A roadmap is simply something that tells people about your future intentions. “Intention” is the key word here, you’re not committing to anything but you are giving some direction. You’re saying “if what we know to be true today doesn’t change, this is roughly what we will do”. Of course, you know things will change but not what, how or when, nor what the impact on your intentions will be.
In practice, intention is limited by both time and detail. It’s impossible to talk about stuff beyond the horizon you can see. For startups this might be as little as three months whereas larger companies may look out two to three years. It was during the transition from startup to scale-up when we started formally publishing a roadmap, and I always felt 12–18 months was a comfortable horizon for us.
It’s also impossible to talk about anything in detail if you don’t yet have (or have confidence in) that detail. Hence our roadmap was necessarily light on detail but nevertheless clear on intention.
A good example of this was when we signalled the intent to support an area of our customers’ businesses that wouldn’t normally make much use of our system. The commercial reasons for this — more users for us and a greater RoI for our customers — were clear but what we would deliver to them really wasn’t. The customer response to this signal was initially ‘faintly positive’ but over the next 12 months we had some very useful conversations with customers and prospects about it and eventually identified a small group of customers we could deliver something valuable to. We worked closely with those customers and delivered something that worked for them, then started to develop that out further as more customers and prospects became interested.
So a Roadmap is something that looks ahead further than your immediate work, out to a point you feel you have some reasonable visibility of, that signals intent — rather than commitment — for what you’re going to do, and leaves the detail to the right time to figure the detail out. That something might be a sheet of paper on the wall, a document, some slides, a series of conversations with each of the interested parties, or possibly a combination of all of these.
Who is a Roadmap for?
A Roadmap is for anyone invested in the future of your development. If you’re a company that raises money then your investors will want to know what you’re going to be working on as they balance the value of their investment in you with your progress against your plans.

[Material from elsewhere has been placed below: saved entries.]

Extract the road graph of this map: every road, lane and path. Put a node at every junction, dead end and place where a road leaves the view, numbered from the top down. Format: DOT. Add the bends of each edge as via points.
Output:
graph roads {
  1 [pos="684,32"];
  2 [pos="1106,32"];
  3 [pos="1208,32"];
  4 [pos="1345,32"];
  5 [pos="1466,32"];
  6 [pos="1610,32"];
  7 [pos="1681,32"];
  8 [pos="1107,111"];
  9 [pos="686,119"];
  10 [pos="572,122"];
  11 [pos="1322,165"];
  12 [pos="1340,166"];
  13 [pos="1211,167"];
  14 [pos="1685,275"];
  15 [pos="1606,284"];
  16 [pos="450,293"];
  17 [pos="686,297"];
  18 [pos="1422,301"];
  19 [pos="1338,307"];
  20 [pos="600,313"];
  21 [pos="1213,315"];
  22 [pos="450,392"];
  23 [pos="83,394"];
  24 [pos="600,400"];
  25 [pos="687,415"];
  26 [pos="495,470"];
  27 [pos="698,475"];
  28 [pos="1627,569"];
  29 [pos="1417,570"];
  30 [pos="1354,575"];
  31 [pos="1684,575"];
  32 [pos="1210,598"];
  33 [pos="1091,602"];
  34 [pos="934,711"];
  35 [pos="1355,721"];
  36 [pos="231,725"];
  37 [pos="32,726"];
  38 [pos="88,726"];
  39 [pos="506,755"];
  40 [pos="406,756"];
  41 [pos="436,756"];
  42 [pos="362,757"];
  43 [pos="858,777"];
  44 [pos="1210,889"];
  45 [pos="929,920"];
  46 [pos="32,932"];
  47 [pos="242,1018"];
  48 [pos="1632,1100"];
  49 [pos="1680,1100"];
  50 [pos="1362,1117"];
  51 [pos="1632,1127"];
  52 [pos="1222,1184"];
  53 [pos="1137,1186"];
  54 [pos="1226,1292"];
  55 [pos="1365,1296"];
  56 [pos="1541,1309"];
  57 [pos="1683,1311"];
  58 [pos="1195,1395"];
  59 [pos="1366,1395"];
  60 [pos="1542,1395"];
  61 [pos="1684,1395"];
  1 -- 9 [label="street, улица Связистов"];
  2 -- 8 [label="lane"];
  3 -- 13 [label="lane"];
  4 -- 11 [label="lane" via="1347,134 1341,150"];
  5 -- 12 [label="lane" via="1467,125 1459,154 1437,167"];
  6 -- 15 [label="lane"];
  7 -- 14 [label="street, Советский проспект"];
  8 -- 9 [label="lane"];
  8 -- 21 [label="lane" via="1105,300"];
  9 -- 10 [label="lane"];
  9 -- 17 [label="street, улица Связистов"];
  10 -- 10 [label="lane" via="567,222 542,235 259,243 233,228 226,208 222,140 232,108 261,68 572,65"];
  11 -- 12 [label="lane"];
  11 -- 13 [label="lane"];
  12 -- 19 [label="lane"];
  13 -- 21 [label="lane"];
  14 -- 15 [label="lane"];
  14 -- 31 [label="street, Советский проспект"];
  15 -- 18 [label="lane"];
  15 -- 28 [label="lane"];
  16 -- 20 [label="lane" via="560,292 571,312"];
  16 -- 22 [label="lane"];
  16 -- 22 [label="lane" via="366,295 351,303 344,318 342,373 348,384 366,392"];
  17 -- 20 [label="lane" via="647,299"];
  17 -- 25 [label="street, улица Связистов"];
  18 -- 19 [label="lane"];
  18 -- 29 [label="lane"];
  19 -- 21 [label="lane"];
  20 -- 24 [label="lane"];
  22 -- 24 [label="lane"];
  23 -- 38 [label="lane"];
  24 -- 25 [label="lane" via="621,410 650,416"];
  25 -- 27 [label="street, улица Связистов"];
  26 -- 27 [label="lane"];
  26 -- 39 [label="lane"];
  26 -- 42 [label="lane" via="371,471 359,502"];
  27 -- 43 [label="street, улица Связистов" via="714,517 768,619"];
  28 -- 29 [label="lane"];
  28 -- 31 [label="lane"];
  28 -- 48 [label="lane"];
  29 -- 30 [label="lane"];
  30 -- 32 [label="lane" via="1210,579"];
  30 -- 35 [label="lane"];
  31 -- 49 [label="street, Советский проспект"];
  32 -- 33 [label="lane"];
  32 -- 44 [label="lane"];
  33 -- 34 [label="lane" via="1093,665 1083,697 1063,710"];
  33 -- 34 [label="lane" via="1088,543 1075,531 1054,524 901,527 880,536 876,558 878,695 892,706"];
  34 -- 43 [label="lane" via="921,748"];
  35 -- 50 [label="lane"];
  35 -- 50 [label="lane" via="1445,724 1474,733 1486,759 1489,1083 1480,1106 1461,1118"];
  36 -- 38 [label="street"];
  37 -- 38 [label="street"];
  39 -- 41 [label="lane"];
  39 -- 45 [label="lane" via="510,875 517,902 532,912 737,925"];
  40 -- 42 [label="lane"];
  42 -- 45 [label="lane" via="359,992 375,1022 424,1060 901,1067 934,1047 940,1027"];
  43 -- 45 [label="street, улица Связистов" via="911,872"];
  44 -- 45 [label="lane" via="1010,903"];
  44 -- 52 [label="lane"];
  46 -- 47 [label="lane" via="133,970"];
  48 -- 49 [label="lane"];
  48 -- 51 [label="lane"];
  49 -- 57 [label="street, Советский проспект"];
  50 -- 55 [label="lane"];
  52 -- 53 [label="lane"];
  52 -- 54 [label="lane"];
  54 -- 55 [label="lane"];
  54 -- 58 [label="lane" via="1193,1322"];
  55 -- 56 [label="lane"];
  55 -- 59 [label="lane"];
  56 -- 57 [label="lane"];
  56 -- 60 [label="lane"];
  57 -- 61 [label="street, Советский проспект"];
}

But ‘anyone invested’ goes much wider than financial backers to include anyone that commits significant amounts of time or money to you, especially employees. New hires will often ask about current and upcoming challenges during the interview process, the Roadmap is a great internal comms tool at All Hands events to indicate the future direction of the business, and being able to contribute to the Roadmap is seen as a vital bit of engagement regardless of an employee’s role.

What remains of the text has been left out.